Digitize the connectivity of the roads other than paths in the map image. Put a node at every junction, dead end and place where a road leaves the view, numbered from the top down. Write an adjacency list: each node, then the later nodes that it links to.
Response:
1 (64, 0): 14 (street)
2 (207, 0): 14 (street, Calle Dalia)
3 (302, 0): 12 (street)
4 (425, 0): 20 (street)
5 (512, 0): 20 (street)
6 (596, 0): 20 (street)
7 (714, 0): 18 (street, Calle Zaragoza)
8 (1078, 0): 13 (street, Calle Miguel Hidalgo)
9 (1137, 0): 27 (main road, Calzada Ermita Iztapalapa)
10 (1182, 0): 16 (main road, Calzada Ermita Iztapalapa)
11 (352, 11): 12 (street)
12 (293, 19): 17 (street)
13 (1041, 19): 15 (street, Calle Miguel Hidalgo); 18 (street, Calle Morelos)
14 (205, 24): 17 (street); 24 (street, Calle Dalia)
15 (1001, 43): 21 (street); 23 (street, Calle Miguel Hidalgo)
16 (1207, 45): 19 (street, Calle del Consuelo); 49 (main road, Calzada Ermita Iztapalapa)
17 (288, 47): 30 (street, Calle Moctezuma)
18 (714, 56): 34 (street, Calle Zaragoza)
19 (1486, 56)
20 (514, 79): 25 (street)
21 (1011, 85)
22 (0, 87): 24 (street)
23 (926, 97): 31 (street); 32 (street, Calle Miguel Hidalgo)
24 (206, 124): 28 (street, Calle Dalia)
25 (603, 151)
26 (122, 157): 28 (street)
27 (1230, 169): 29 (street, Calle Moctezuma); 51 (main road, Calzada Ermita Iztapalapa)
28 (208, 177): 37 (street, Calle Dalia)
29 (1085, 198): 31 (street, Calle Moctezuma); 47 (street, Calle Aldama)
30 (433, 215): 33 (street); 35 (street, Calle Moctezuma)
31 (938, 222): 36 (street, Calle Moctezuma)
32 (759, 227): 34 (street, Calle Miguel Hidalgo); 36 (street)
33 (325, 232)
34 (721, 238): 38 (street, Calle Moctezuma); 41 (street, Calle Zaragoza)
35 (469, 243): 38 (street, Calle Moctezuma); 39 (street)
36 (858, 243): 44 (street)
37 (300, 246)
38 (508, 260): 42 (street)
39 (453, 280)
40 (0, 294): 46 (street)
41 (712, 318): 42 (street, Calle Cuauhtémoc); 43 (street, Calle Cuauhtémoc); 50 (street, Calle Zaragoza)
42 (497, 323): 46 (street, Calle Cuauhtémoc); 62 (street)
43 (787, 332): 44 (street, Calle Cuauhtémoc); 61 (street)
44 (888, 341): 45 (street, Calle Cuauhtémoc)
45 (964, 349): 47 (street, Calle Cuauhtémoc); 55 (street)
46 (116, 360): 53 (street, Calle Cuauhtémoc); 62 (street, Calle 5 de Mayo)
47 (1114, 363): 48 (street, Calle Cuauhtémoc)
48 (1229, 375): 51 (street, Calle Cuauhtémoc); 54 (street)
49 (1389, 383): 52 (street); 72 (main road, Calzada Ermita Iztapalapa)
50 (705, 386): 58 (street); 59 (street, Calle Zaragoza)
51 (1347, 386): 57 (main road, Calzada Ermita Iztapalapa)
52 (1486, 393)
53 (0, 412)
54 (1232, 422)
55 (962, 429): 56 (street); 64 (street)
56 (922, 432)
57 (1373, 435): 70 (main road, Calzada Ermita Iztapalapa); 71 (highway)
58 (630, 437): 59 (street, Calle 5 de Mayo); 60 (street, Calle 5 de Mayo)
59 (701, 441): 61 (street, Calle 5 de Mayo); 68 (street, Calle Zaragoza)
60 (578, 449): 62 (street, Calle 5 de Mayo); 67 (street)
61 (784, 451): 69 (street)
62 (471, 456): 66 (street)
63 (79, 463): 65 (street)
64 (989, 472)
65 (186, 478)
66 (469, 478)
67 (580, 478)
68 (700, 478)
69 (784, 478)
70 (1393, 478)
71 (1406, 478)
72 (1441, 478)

**EXERCISE INSTRUCTIONS:**
Filter the records down to the lines containing the word "Mayo", and copy those.

**WRITTEN ANSWER:**
46 (116, 360): 53 (street, Calle Cuauhtémoc); 62 (street, Calle 5 de Mayo)
58 (630, 437): 59 (street, Calle 5 de Mayo); 60 (street, Calle 5 de Mayo)
59 (701, 441): 61 (street, Calle 5 de Mayo); 68 (street, Calle Zaragoza)
60 (578, 449): 62 (street, Calle 5 de Mayo); 67 (street)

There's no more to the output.